Pour un esprit laïque, les sources de la morale sont anthropo-sociologiques. Sociologiques : dans le sens où communauté et solidarité sont à la fois les sources de l’éthique et les conditions du bien-vivre en société. Anthropologiques dans le sens où tout sujet humain porte en lui une double logique : une logique égocentrique, qui le met littéralement au centre de son monde, et qui conduit au « moi d’abord » ; une logique du « nous », c’est-à-dire du besoin d’amour et de communauté qui apparaît chez le nouveau-né et va se développer dans la famille, les groupes d’appartenance, les partis, la patrie.

C’est la philosophie des cercles concentriques. Penser que l’homme ne porte en lui que cette double logique : le soi et une logique des « nous » accordés à des entourages (des voisinages dirait-on en mathématiques) de plus en plus vagues, n’est-ce pas renoncer à toute pensée écologique véritable ? Ne devons-nous pas analyser plus en profondeur cette non solidarité lointaine, cette absence d’élévation universelle, le fait d’évacuer purement et simplement la commisération pour les milliards d’humains lointains dans l’indigence, l’oubli que nous sommes les mêmes qu’eux vraiment aussi démunis devant nos pulsions animales et les désirs qui nous emportent ? La philosophie des cercles concentriques me semble passer à côté de ce que l’héritage chrétien à laissé à la civilisation. Bien comprendre la laïcité c’est reconnaître cette dimension léguée à la pensée contemporaine par le christianisme, essentielle pour penser l’avenir, maintenant que la finitude du jardin s’impose à tous.
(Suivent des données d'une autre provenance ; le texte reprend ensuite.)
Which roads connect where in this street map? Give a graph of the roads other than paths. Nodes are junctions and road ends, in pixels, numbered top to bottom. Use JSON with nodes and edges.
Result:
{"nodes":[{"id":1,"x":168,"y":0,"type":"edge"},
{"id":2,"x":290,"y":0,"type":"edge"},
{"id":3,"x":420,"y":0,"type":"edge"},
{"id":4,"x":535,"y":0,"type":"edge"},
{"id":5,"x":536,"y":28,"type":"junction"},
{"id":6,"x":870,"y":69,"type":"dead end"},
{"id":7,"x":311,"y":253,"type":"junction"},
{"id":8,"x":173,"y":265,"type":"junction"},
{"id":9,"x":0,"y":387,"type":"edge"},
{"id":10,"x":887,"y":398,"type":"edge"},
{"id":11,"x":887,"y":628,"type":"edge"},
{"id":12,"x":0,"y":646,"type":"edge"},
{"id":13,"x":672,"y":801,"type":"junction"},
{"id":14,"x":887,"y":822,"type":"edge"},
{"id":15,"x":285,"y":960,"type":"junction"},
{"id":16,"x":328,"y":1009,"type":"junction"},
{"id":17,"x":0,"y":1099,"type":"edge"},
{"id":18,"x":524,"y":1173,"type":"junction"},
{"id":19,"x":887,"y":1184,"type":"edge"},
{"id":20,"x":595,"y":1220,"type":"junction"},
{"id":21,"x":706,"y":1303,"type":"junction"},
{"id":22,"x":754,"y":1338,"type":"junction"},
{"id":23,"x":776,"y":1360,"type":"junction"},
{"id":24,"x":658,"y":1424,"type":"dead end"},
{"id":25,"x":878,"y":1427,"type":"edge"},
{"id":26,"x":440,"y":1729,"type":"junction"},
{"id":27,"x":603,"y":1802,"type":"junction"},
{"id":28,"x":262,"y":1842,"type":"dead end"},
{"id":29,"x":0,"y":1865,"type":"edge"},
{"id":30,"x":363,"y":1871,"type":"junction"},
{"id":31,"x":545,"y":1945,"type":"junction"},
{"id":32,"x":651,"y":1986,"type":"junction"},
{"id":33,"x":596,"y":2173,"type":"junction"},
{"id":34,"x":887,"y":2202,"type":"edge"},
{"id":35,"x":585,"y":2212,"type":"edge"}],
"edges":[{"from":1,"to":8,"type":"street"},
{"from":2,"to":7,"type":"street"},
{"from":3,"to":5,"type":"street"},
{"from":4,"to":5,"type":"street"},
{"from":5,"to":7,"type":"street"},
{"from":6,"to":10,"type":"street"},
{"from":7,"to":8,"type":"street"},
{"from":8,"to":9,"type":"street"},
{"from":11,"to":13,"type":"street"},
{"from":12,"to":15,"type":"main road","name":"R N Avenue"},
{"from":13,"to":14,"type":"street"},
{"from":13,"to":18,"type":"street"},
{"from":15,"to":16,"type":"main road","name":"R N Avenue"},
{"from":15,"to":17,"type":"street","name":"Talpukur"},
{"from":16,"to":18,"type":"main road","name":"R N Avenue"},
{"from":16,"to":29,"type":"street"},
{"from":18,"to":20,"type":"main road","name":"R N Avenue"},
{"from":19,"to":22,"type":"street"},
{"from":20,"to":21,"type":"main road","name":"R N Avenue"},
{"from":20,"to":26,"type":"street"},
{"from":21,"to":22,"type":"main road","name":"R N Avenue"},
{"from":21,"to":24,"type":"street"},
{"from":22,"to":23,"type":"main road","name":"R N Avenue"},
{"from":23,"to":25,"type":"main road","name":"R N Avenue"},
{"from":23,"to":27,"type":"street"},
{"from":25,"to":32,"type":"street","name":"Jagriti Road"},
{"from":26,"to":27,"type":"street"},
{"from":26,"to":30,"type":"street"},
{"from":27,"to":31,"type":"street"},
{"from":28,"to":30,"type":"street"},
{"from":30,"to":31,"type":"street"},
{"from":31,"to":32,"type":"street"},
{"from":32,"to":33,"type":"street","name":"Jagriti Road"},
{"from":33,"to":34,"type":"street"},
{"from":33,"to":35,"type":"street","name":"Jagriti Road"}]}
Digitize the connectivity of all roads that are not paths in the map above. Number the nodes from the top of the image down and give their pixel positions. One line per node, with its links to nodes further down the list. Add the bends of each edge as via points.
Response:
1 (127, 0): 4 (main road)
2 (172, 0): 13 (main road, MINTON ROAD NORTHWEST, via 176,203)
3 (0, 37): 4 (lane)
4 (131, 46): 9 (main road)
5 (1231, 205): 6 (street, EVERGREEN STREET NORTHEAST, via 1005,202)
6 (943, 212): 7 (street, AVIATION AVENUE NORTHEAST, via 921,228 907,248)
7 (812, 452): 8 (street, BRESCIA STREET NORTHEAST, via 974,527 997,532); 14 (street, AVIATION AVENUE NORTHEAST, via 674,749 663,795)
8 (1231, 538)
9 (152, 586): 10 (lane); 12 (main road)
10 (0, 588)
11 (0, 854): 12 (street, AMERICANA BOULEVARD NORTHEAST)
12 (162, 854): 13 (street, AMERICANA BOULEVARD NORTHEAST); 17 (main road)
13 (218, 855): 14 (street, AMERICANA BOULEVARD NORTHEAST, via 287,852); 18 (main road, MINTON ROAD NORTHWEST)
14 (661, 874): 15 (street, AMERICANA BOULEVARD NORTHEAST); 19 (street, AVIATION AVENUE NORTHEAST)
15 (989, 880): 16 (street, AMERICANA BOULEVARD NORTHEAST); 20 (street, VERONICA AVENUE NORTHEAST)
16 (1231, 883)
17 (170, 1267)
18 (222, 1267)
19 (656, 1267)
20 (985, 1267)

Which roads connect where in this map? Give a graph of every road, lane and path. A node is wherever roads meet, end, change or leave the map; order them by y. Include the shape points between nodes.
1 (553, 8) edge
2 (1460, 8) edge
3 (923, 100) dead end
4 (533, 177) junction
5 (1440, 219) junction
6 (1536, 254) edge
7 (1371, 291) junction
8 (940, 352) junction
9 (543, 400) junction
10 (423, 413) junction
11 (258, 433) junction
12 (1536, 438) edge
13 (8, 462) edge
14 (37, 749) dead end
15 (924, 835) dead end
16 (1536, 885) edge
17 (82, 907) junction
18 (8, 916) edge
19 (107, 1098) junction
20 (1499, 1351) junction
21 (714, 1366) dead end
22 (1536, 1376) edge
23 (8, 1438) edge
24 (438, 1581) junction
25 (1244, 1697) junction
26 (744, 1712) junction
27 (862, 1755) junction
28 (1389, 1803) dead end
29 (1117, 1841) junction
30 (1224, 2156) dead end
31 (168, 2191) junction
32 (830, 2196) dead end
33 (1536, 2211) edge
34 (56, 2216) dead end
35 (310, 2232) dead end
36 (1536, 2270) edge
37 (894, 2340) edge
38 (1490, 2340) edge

Ceci m’a remis en mémoire l’Abécédaire de Deleuze où il aborde ce sujet à la lettre G comme Gauche. Deleuze semble répondre par anticipation aux discours dans l’esprit de celui de Morin sur les « nous », il a une vision très philosophique de la gauche, pas du tout celle des partis de gauche, la gauche c’est pour lui l’ensemble des « devenirs » minoritaires. Ce qu’il dit, sans retranscription exacte, est ceci:

Ne pas être de gauche c’est un peu comme l’adresse postale, partir de soi, la rue, où on est, la ville, le pays, les autres pays, de plus en plus loin. Et comme nous on est dans les pays riches, c’est comment faire pour que ça dure ?

Etre de gauche c’est l’inverse. Percevoir d’abord le pourtour, le monde, l’Europe, la France, percevoir d’abord l’horizon. On sait que les milliards de gens qui crèvent de faim ça ne peut pas durer. Etre de gauche c’est dire que ce sont là les problèmes à régler, trouver des agencements mondiaux pour cela.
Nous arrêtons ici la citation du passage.